Successful thoracoscopic thymectomy in an infant

Timectomia toracoscópica bem sucedida em um lactente


Damian Palafox; Brenda Tello-López; Miguel Angel Vichido-Luna; Walid Leonardo Dajer-Fadel; José Palafox




To the Editor:

Minimally invasive surgery is gaining worldwide acceptance for the treatment of mediastinal tumors in children. It has been shown to have several advantages over conventional open surgical approaches.
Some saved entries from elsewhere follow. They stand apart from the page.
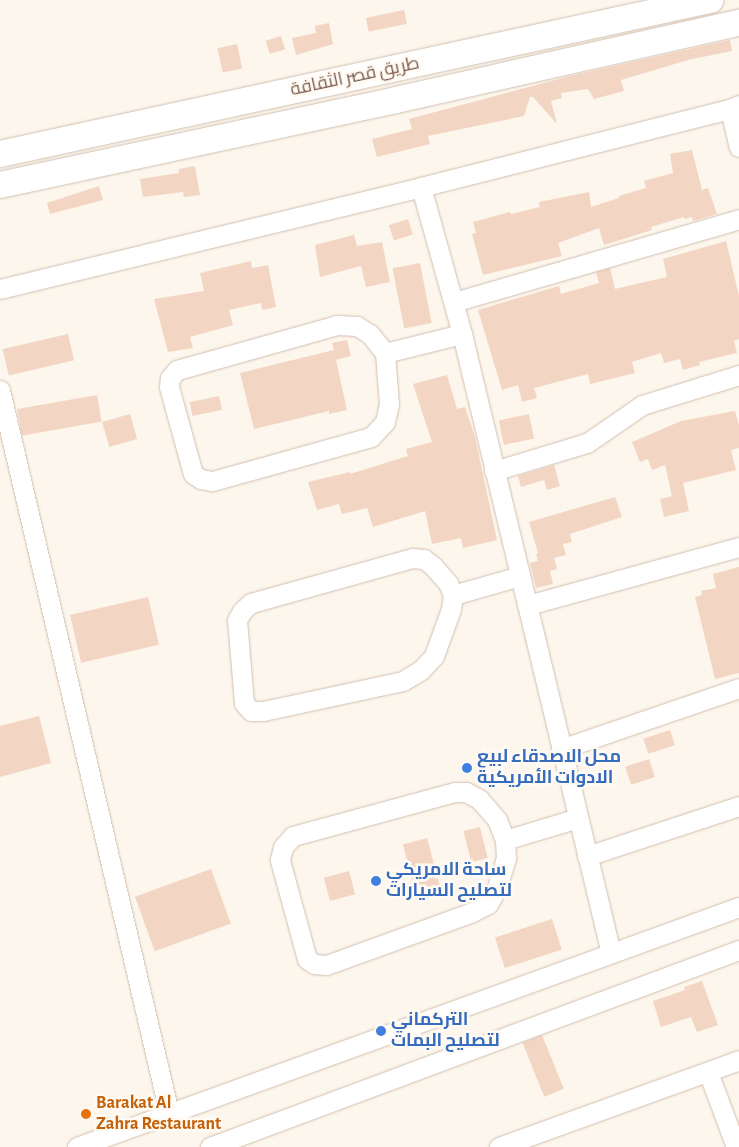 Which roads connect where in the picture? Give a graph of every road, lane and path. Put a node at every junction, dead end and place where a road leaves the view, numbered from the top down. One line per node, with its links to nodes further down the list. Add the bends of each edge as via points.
1 (710, 0): 5 (street, طريق قصر الثقافة)
2 (728, 25): 6 (street)
3 (734, 107): 4 (street); 7 (street)
4 (739, 148)
5 (0, 154)
6 (0, 185)
7 (421, 187): 9 (street); 10 (street)
8 (739, 219): 10 (street)
9 (0, 289)
10 (454, 302): 11 (street)
11 (462, 334): 12 (street); 15 (street)
12 (385, 352): 12 (street, via 370,334 357,326 337,325 177,370 170,378 169,387 193,474 212,481 371,437 385,422 389,404)
13 (739, 375): 15 (street, via 642,405 587,443)
14 (0, 390): 31 (street)
15 (494, 471): 17 (street)
16 (739, 547): 19 (street)
17 (520, 576): 18 (street); 19 (street)
18 (453, 595): 18 (street, via 448,583 433,566 424,559 412,558 251,603 237,620 244,703 251,710 262,711 403,681 421,670 434,656)
19 (528, 605): 21 (street)
20 (739, 688): 21 (street)
21 (561, 749): 23 (street)
22 (739, 806): 25 (street)
23 (578, 818): 24 (street); 25 (street)
24 (505, 840): 24 (street, via 497,820 479,799 466,792 455,792 293,836 283,847 280,860 306,959 326,965 488,904 497,888 506,858)
25 (587, 856): 28 (street)
26 (739, 907): 28 (street)
27 (739, 950): 32 (street)
28 (612, 953): 31 (street)
29 (739, 1060): 30 (street)
30 (708, 1072): 35 (street); 36 (street)
31 (169, 1112): 33 (street)
32 (235, 1143): 34 (street)
33 (77, 1147)
34 (210, 1147)
35 (499, 1147)
36 (736, 1147) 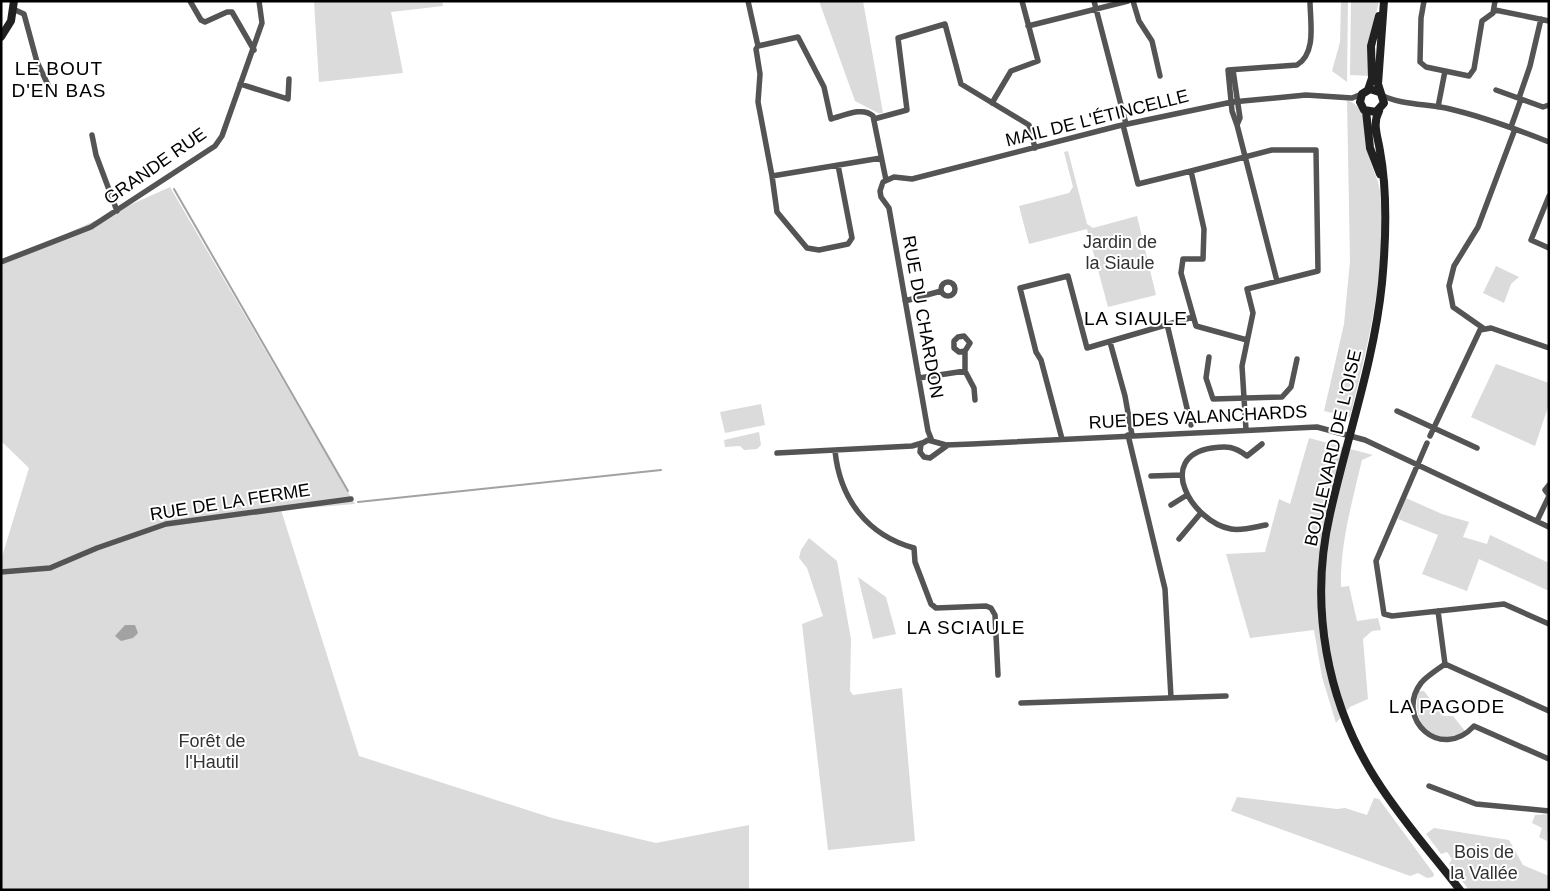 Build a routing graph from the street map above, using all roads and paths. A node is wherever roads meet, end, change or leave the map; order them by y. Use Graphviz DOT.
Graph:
graph roads {
  1 [pos="190,1"];
  2 [pos="259,1"];
  3 [pos="748,1"];
  4 [pos="1022,1"];
  5 [pos="1094,1"];
  6 [pos="1128,1"];
  7 [pos="1133,1"];
  8 [pos="1310,1"];
  9 [pos="1424,1"];
  10 [pos="1495,1"];
  11 [pos="1384,2"];
  12 [pos="13,5"];
  13 [pos="1096,9"];
  14 [pos="1495,10"];
  15 [pos="1541,20"];
  16 [pos="1549,21"];
  17 [pos="1028,26"];
  18 [pos="1,37"];
  19 [pos="758,46"];
  20 [pos="254,50"];
  21 [pos="1445,71"];
  22 [pos="1160,76"];
  23 [pos="289,79"];
  24 [pos="240,84"];
  25 [pos="48,88"];
  26 [pos="1496,90"];
  27 [pos="1365,92"];
  28 [pos="1381,93"];
  29 [pos="1352,98"];
  30 [pos="1520,99"];
  31 [pos="1393,100"];
  32 [pos="1235,101"];
  33 [pos="992,103"];
  34 [pos="1360,103"];
  35 [pos="1549,105"];
  36 [pos="1438,107"];
  37 [pos="1381,108"];
  38 [pos="1366,111"];
  39 [pos="874,119"];
  40 [pos="1125,124"];
  41 [pos="1513,128"];
  42 [pos="92,135"];
  43 [pos="1549,142"];
  44 [pos="1035,148"];
  45 [pos="1245,156"];
  46 [pos="881,158"];
  47 [pos="838,164"];
  48 [pos="1190,171"];
  49 [pos="772,176"];
  50 [pos="886,180"];
  51 [pos="1384,186"];
  52 [pos="1549,196"];
  53 [pos="117,211"];
  54 [pos="1549,248"];
  55 [pos="1,262"];
  56 [pos="1277,281"];
  57 [pos="941,292"];
  58 [pos="905,301"];
  59 [pos="1193,317"];
  60 [pos="1167,324"];
  61 [pos="1483,328"];
  62 [pos="1248,340"];
  63 [pos="1110,342"];
  64 [pos="1549,348"];
  65 [pos="965,351"];
  66 [pos="1209,357"];
  67 [pos="1297,358"];
  68 [pos="965,371"];
  69 [pos="919,378"];
  70 [pos="1244,399"];
  71 [pos="975,400"];
  72 [pos="1397,411"];
  73 [pos="1190,424"];
  74 [pos="1434,428"];
  75 [pos="1246,430"];
  76 [pos="928,431"];
  77 [pos="1350,434"];
  78 [pos="1130,435"];
  79 [pos="1430,436"];
  80 [pos="1062,439"];
  81 [pos="933,441"];
  82 [pos="923,442"];
  83 [pos="1427,443"];
  84 [pos="1262,444"];
  85 [pos="948,445"];
  86 [pos="912,446"];
  87 [pos="1477,448"];
  88 [pos="835,451"];
  89 [pos="919,451"];
  90 [pos="777,453"];
  91 [pos="936,453"];
  92 [pos="1417,465"];
  93 [pos="1182,475"];
  94 [pos="1151,476"];
  95 [pos="1549,485"];
  96 [pos="1188,495"];
  97 [pos="1549,496"];
  98 [pos="351,499"];
  99 [pos="1170,505"];
  100 [pos="1200,514"];
  101 [pos="1537,521"];
  102 [pos="1266,525"];
  103 [pos="1549,527"];
  104 [pos="1179,539"];
  105 [pos="1,572"];
  106 [pos="1438,611"];
  107 [pos="1549,624"];
  108 [pos="1445,664"];
  109 [pos="998,675"];
  110 [pos="1226,696"];
  111 [pos="1171,698"];
  112 [pos="1021,703"];
  113 [pos="1549,711"];
  114 [pos="1549,759"];
  115 [pos="1429,786"];
  116 [pos="1549,811"];
  117 [pos="1460,890"];
  1 -- 20 [label="street"];
  2 -- 20 [label="street, GRANDE RUE"];
  3 -- 19 [label="street"];
  4 -- 17 [label="street"];
  5 -- 13 [label="street"];
  6 -- 13 [label="street"];
  7 -- 22 [label="street"];
  8 -- 32 [label="street"];
  9 -- 21 [label="street"];
  10 -- 14 [label="street"];
  11 -- 27 [label="main road"];
  11 -- 28 [label="main road"];
  12 -- 18 [label="main road"];
  12 -- 25 [label="street"];
  13 -- 17 [label="street"];
  13 -- 40 [label="street"];
  14 -- 15 [label="street"];
  14 -- 21 [label="street"];
  15 -- 16 [label="street"];
  15 -- 30 [label="street"];
  17 -- 33 [label="street"];
  19 -- 39 [label="street"];
  19 -- 49 [label="street"];
  20 -- 24 [label="street, GRANDE RUE"];
  21 -- 36 [label="street"];
  23 -- 24 [label="street"];
  24 -- 53 [label="street, GRANDE RUE"];
  26 -- 30 [label="street"];
  27 -- 28 [label="main road"];
  27 -- 29 [label="street, MAIL DE L'ÉTINCELLE"];
  27 -- 34 [label="main road"];
  28 -- 31 [label="street"];
  28 -- 37 [label="main road, BOULEVARD DE L'OISE"];
  29 -- 32 [label="street, MAIL DE L'ÉTINCELLE"];
  29 -- 34 [label="street, MAIL DE L'ÉTINCELLE"];
  30 -- 35 [label="street"];
  30 -- 41 [label="street"];
  31 -- 36 [label="street"];
  31 -- 37 [label="street"];
  32 -- 40 [label="street, MAIL DE L'ÉTINCELLE"];
  32 -- 45 [label="street"];
  33 -- 39 [label="street"];
  33 -- 44 [label="street"];
  34 -- 38 [label="main road"];
  36 -- 41 [label="street"];
  37 -- 38 [label="main road"];
  37 -- 51 [label="main road, BOULEVARD DE L'OISE"];
  38 -- 51 [label="main road, BOULEVARD DE L'OISE"];
  39 -- 46 [label="street"];
  40 -- 44 [label="street, MAIL DE L'ÉTINCELLE"];
  40 -- 48 [label="street"];
  41 -- 43 [label="street"];
  41 -- 61 [label="street"];
  42 -- 53 [label="street"];
  44 -- 50 [label="street, MAIL DE L'ÉTINCELLE"];
  45 -- 48 [label="street"];
  45 -- 56 [label="street"];
  45 -- 56 [label="street"];
  46 -- 47 [label="street"];
  46 -- 50 [label="street"];
  47 -- 49 [label="street"];
  47 -- 49 [label="street"];
  48 -- 59 [label="street"];
  50 -- 58 [label="street, RUE DU CHARDON"];
  51 -- 77 [label="main road, BOULEVARD DE L'OISE"];
  52 -- 54 [label="street"];
  53 -- 55 [label="street, GRANDE RUE"];
  56 -- 62 [label="street"];
  57 -- 58 [label="street"];
  58 -- 69 [label="street, RUE DU CHARDON"];
  59 -- 60 [label="street"];
  59 -- 62 [label="street"];
  60 -- 63 [label="street"];
  60 -- 73 [label="street"];
  61 -- 64 [label="street"];
  61 -- 74 [label="street"];
  62 -- 70 [label="street"];
  63 -- 78 [label="street"];
  63 -- 80 [label="street"];
  65 -- 68 [label="street"];
  66 -- 70 [label="street"];
  67 -- 70 [label="street"];
  68 -- 69 [label="street"];
  68 -- 71 [label="street"];
  69 -- 76 [label="street, RUE DU CHARDON"];
  70 -- 75 [label="street"];
  72 -- 74 [label="street"];
  74 -- 79 [label="street"];
  74 -- 87 [label="street"];
  75 -- 77 [label="street, RUE DES VALANCHARDS"];
  75 -- 78 [label="street, RUE DES VALANCHARDS"];
  76 -- 81 [label="street, RUE DU CHARDON"];
  76 -- 82 [label="street"];
  77 -- 92 [label="street, RUE DES VALANCHARDS"];
  77 -- 117 [label="main road, BOULEVARD DE L'OISE"];
  78 -- 80 [label="street, RUE DES VALANCHARDS"];
  78 -- 111 [label="street"];
  80 -- 85 [label="street, RUE DES VALANCHARDS"];
  81 -- 82 [label="street"];
  81 -- 85 [label="street, RUE DES VALANCHARDS"];
  81 -- 91 [label="street"];
  82 -- 86 [label="street"];
  82 -- 89 [label="street"];
  83 -- 92 [label="street"];
  84 -- 93 [label="street"];
  85 -- 91 [label="street"];
  86 -- 88 [label="street"];
  86 -- 89 [label="street"];
  88 -- 90 [label="street"];
  88 -- 109 [label="street"];
  89 -- 91 [label="street"];
  92 -- 101 [label="street, RUE DES VALANCHARDS"];
  92 -- 106 [label="street"];
  93 -- 94 [label="street"];
  93 -- 96 [label="street"];
  95 -- 97 [label="street"];
  96 -- 99 [label="street"];
  96 -- 100 [label="street"];
  97 -- 101 [label="street"];
  98 -- 105 [label="street, RUE DE LA FERME"];
  100 -- 102 [label="street"];
  100 -- 104 [label="street"];
  101 -- 103 [label="street, RUE DES VALANCHARDS"];
  106 -- 107 [label="street"];
  106 -- 108 [label="street"];
  108 -- 113 [label="street"];
  108 -- 114 [label="street"];
  110 -- 111 [label="street"];
  111 -- 112 [label="street"];
  115 -- 116 [label="street"];
}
For instance, Lawal et al. showed that thoracoscopy, in comparison with thoracotomy, was associated with significantly fewer midterm musculoskeletal sequelae and a better cosmetic outcome.(1) The authors also found that chest asymmetry in the horizontal plane was significantly less frequent after video-assisted thoracic surgery (VATS) than after conventional surgery (mean relative difference, 0.996 ± 0.003 vs. 0.964 ± 0.008; p < 0.001), as was scoliosis (9% vs. 54%; p < 0.001).(1) Another group of authors demonstrated that undesirable comorbidities, such as rib fusion, deformities of the thorax, and scoliosis, can be avoided using thoracoscopic procedures.(2) For anterior mediastinal masses in children, less invasive approaches are preferred, because of the wide spectrum of clinical manifestations associated with such masses.(3) Here, we present the case of an eighteen-month-old infant who underwent thoracoscopic thymectomy, which proved to be safe and provided a satisfactory clinical outcome. We believe that it is of the utmost importance that the thoracoscopic approach be promoted to pediatric pulmonologists and thoracic surgeons.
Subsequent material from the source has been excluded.